Data from a large trial of the Sapien line of replacement heart valves made by Edwards Lifesciences (NYSE:EW) are slated to be used to back bids for expanded indications in intermediate-risk patients.
Presented over the weekend at the American College of Cardiology’s annual meeting in Chicago, results from the Partner II trial involving the Sapien XT and Sapien 3 transcatheter aortic valve replacements compared the TAVR treatments with traditional open surgery in the intermediate-risk cohort (both of the Edwards valves are already approved in the U.S. for high-risk patients).
Sapien XT non-inferior to surgery at 2 years
For the 2nd-generation Sapien XT, approved by the FDA back in June 2014, the study followed 2,032 patients for 2 years. There were no significant difference between the groups for the primary endpoint, death from any cause or disabling stroke, according to the study, which was also published in the New England Journal of Medicine.
“The main results from the Partner II cohort A randomized trial involving intermediate-risk patients can be summarized as follows. First, TAVR, performed in experienced centers, with the use of a lower-profile, next-generation device, was non-inferior to surgery with respect to outcomes at 2 years (death from any cause or disabling stroke). Second, bioprosthetic-valve gradients were lower and the areas were greater with the Sapien XT valve, as compared with surgical valves, whereas the incidence of paravalvular aortic regurgitation was higher after TAVR than after surgery. Third, several benefits with regard to secondary end points were associated with TAVR, including lower risks of bleeding events, acute kidney injury, and new-onset atrial fibrillation, as well as more rapid early recovery that resulted in shorter durations of stay in the ICU and hospital,” the researchers wrote.
“The Partner II trial is unique in its size, distinctive in rigor of execution and exceptional in patient outcomes, making it 1 of the most important trials in the history of our field,” senior author & co-principal investigator Dr. Craig Smith, of the New York’s Columbia University Medical Center, said in prepared remarks.
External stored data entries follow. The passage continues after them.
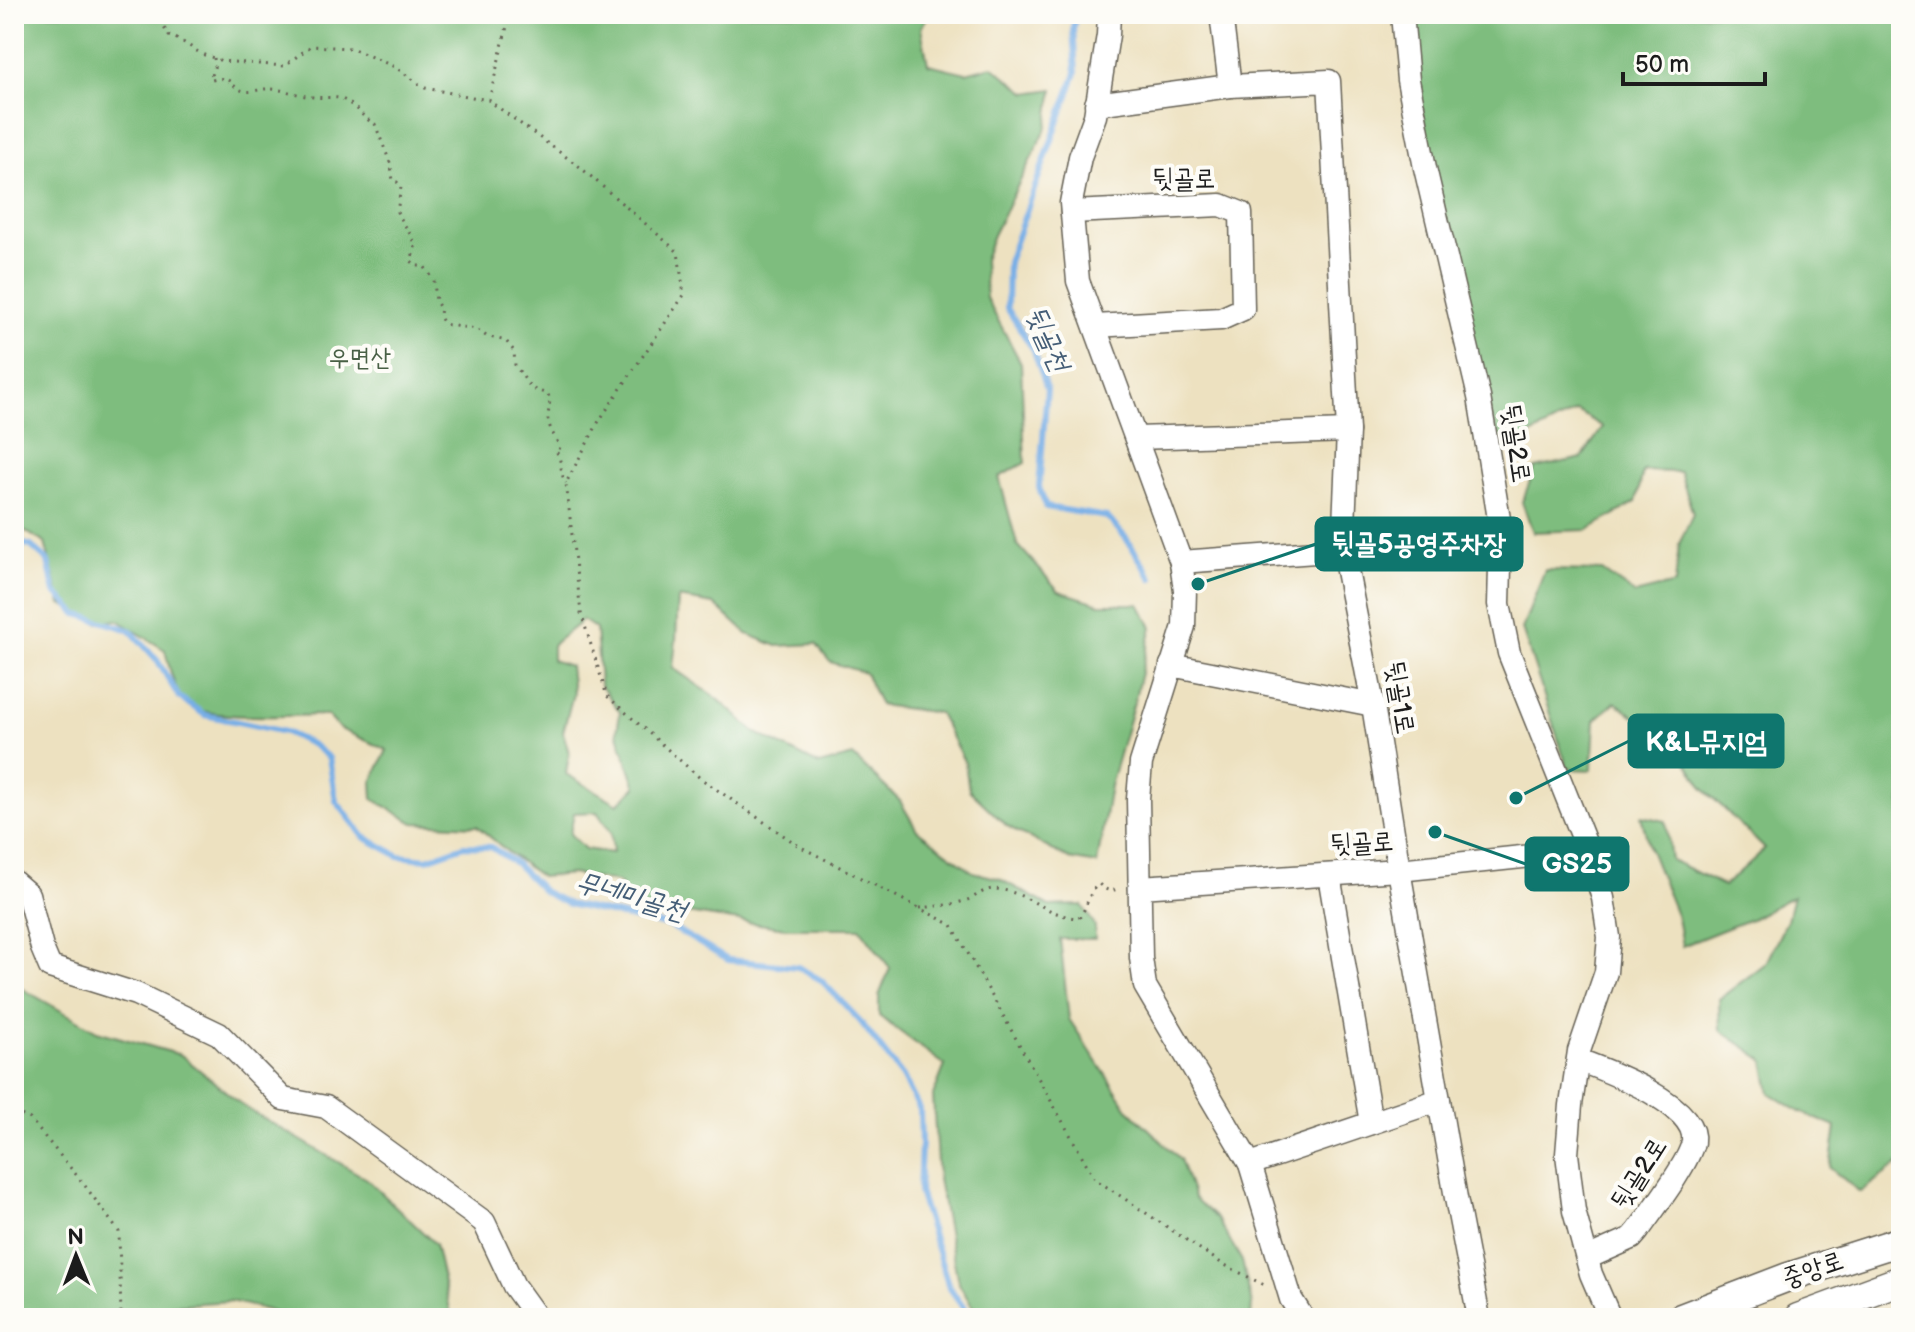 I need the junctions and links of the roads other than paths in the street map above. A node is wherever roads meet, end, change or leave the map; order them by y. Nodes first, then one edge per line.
1 (1109, 14) edge
2 (1221, 14) edge
3 (1402, 14) edge
4 (1230, 86) junction
5 (1096, 104) junction
6 (1072, 212) junction
7 (1095, 326) junction
8 (1348, 431) junction
9 (1137, 438) junction
10 (1501, 531) junction
11 (1343, 550) junction
12 (1181, 562) junction
13 (1171, 665) junction
14 (1373, 705) junction
15 (1588, 850) junction
16 (1399, 870) junction
17 (1329, 875) junction
18 (14, 882) edge
19 (1140, 884) junction
20 (1578, 1060) junction
21 (1439, 1100) junction
22 (1371, 1123) junction
23 (1250, 1164) junction
24 (1901, 1241) edge
25 (1587, 1258) junction
26 (1901, 1280) edge
27 (1297, 1308) edge
28 (1836, 1310) edge
29 (537, 1318) edge
30 (1479, 1318) edge
31 (1610, 1318) edge
32 (1681, 1318) edge
33 (1798, 1318) edge

1 - 5 street
2 - 4 street
3 - 10 street, 뒷골2로
4 - 5 street
4 - 8 street, 뒷골1로
5 - 6 street
6 - 7 street
6 - 7 street, 뒷골로
7 - 9 street
8 - 9 street
8 - 11 street, 뒷골1로
9 - 12 street
10 - 11 street
10 - 15 street, 뒷골2로
11 - 12 street
11 - 14 street, 뒷골1로
12 - 13 street
13 - 14 street
13 - 19 street
14 - 16 street, 뒷골1로
15 - 16 street, 뒷골로
15 - 20 street, 뒷골2로
16 - 17 street, 뒷골로
16 - 21 street, 뒷골1로
17 - 19 street, 뒷골로
17 - 22 street
18 - 29 street
19 - 23 street
20 - 25 street, 뒷골2로
20 - 25 street, 뒷골2로
21 - 22 street
21 - 30 street, 뒷골1로
22 - 23 street
23 - 27 street
24 - 32 main road, 중앙로
25 - 31 street, 뒷골2로
26 - 28 main road, 중앙로
28 - 33 main road, 중앙로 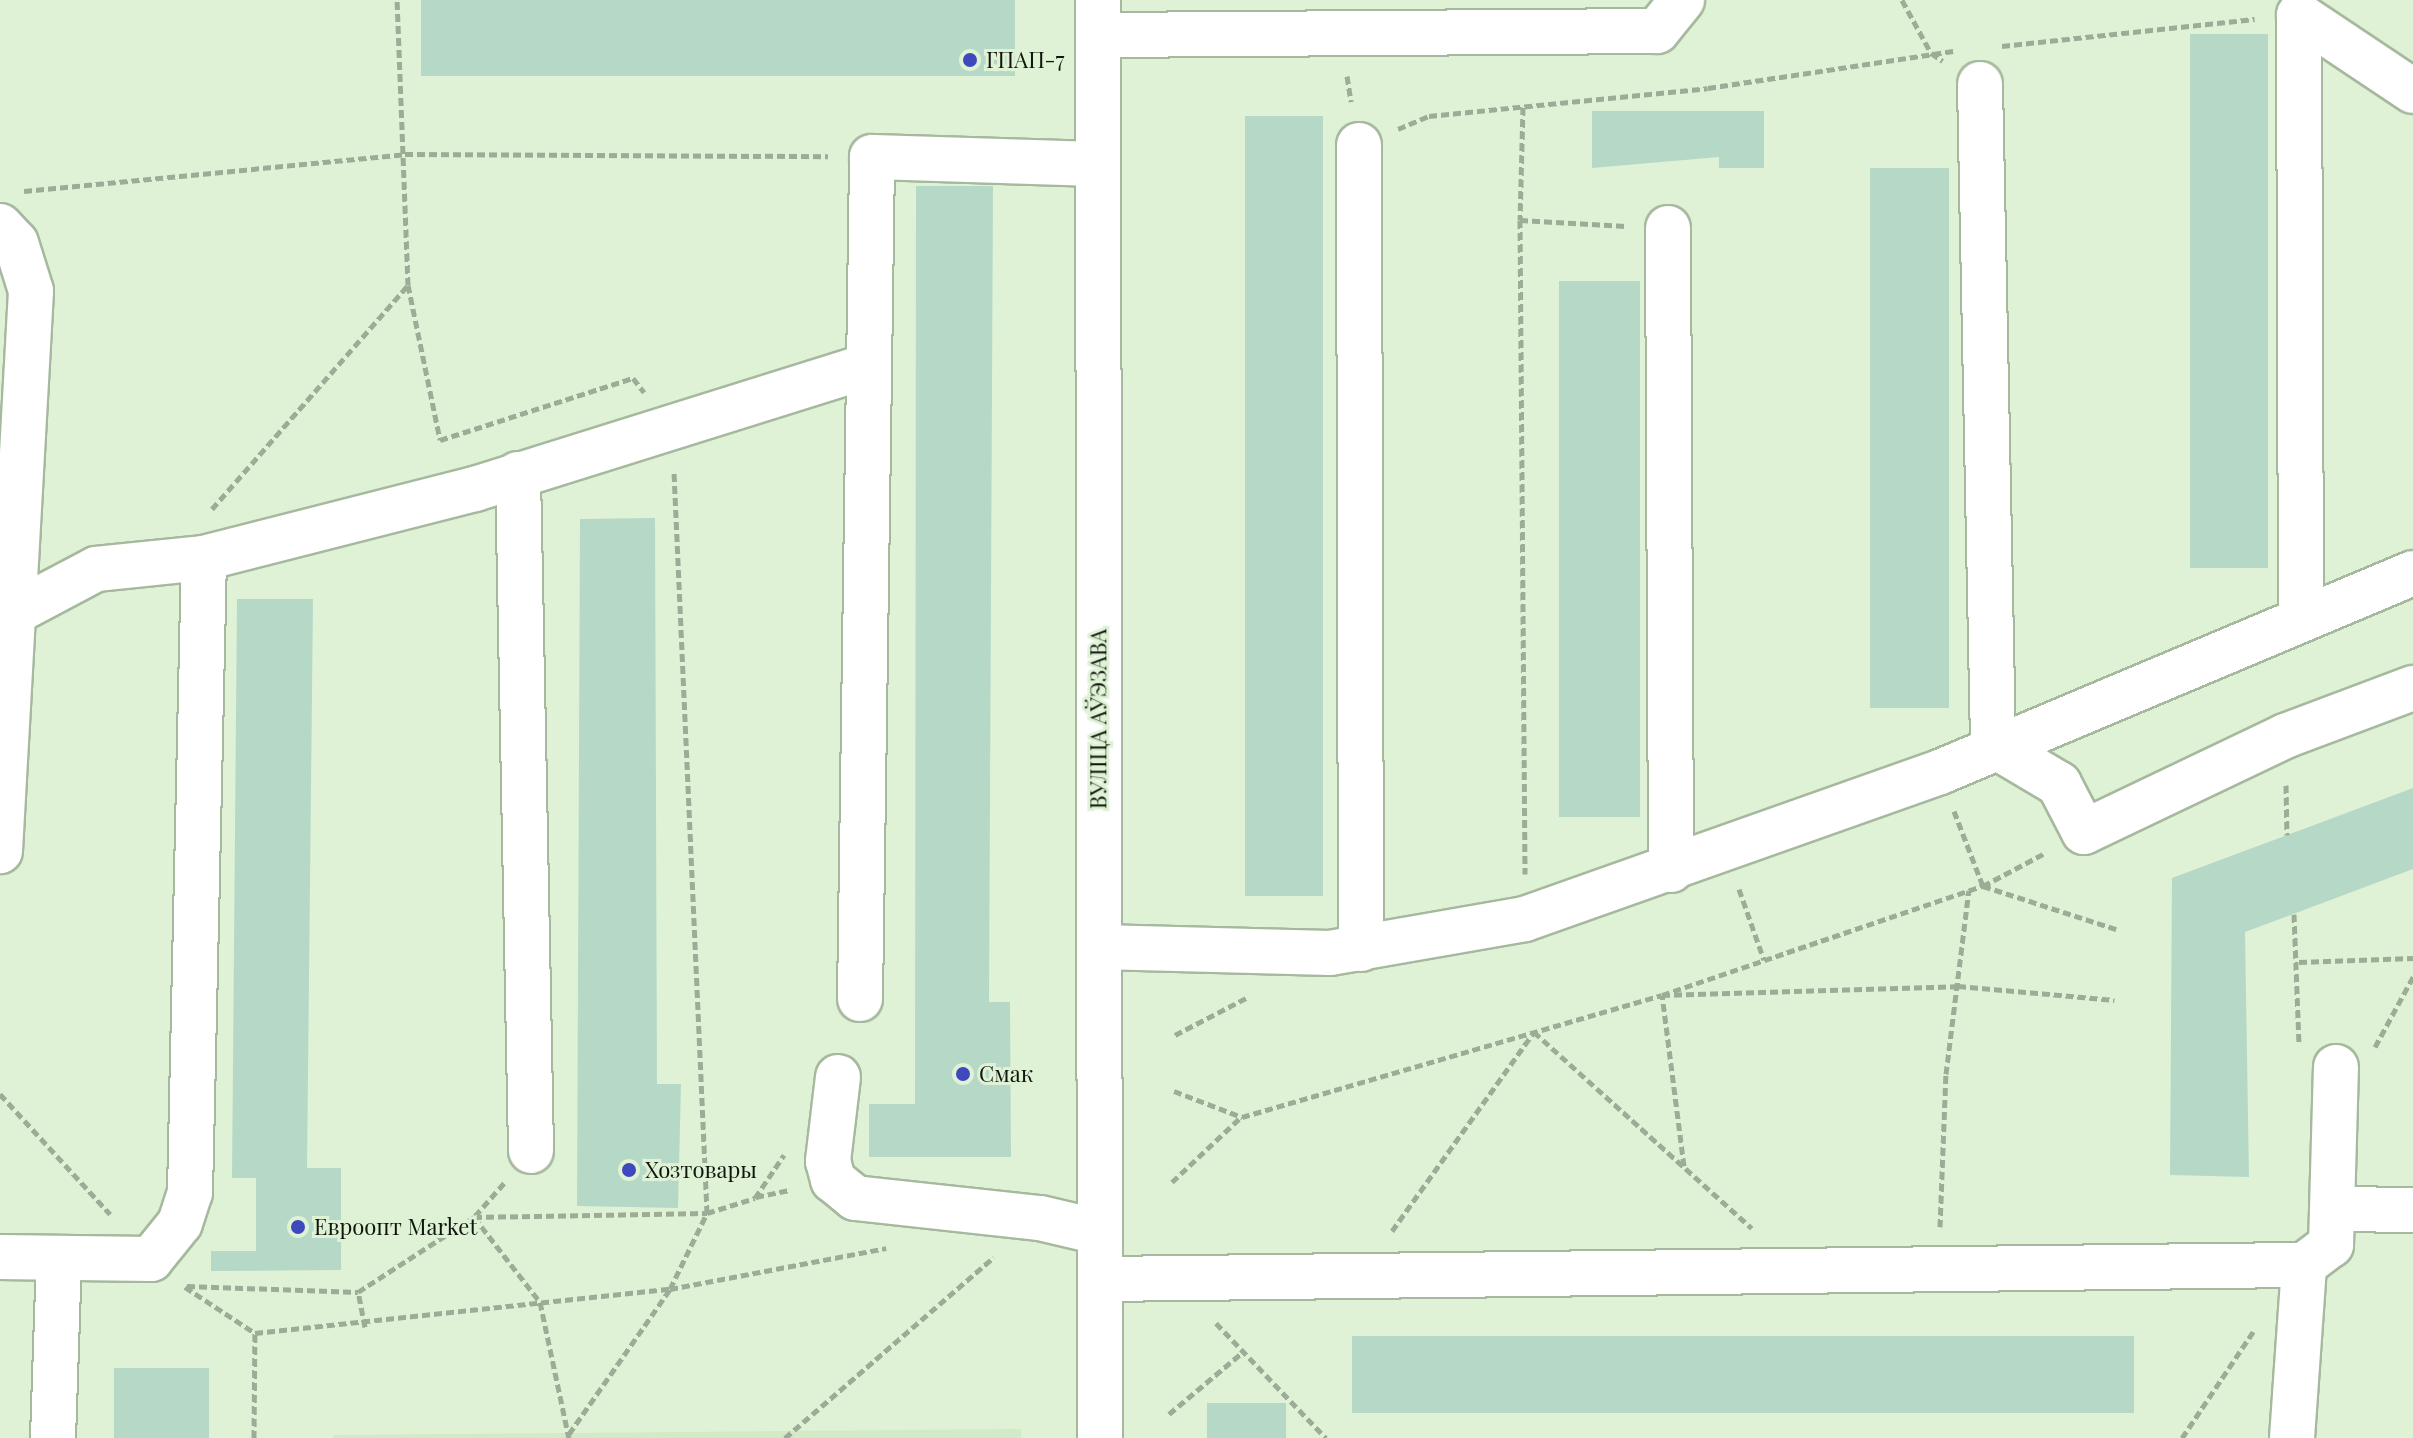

“With this 2nd-generation valve, TAVR, certainly from a statistical standpoint, was noninferior [to surgery], and in every 1 of the analyses, the point estimate favored TAVR vs. surgery,” added co-principal investigator Dr. Martin Leon, also of the Columbia University Medical Center. “And when you do the subgroup analyses in the transfemoral cohort, which was 76% of the patients, it was significantly better than surgery for the primary endpoint of death and significant stroke.
“If you are a candidate for transfemoral, that’s good. If you are not a candidate, we can’t discern any benefit [of TAVR] other than [it being a] lower risk, beating-heart procedure. We can’t discern any particular hard-endpoint, clinical benefit compared to open surgery.” That said, the overall lower rate of acute kidney injury, major bleeding, and atrial fibrillation and the shorter ICU stay are “are meaningful,” Leon told TCTMD.
The secondary endpoint, rate of disabling stroke, despite FDA-mandated neurological assessment.
“That meant that every patient in both groups had to be seen by a neurologist before the procedure, after the procedure, before discharge, and at follow-up, and the ascertainment of stroke is always much higher when you do that,” Leon told the website. “So the fact that the absolute stroke rates were actually numerically less than the earlier Partner trial, even in the setting of neurology oversight, suggests that the frequency is probably going down.”
Sapien 3 fares well after 1 year
For the Sapien 3 device, which won a nod from the FDA in June 2015, Partner II studied 1,077 patients for 1 year. The results, published in The Lancet, compared the Sapien 3 outcomes with a surgically treated cohort.
All-cause mortality for the Sapien 3 group was 7.4%, compared with 13.0% for the surgical arm. The cardiovascular death rate was 4.5% for the TAVR arm and 8.1% for the surgical arm; rates of stroke were also lower for the transcatheter group, both in terms of all strokes (4.6% for TAVR, 8.2% for surgical) and disabling stroke (2.3% to 5.9%). The combined all-cause death & disabling stroke rate was 8.4% for TAVR with Sapien 3 and 16.6% for the surgery arm.
“TAVR with Sapien 3 in intermediate-risk patients with severe aortic stenosis is associated with low mortality, strokes, and regurgitation at 1 year. The propensity score analysis indicates a significant superiority for our composite outcome with TAVR compared with surgery, suggesting that TAVR might be the preferred treatment alternative in intermediate-risk patients,” the researchers wrote.
“Results from the Partner II trial presented at ACC should establish the Sapien 3 valve as the new benchmark for the treatment of intermediate-risk patients with severe, symptomatic aortic stenosis,” co-principal investigator Dr. Vinod Thourani, of the Emory University School of Medicine, said in prepared remarks. “The size and rigor of this 3,000-patient Partner II trial provide powerful evidence in favor of this therapy for the treatment of patients with aortic stenosis.”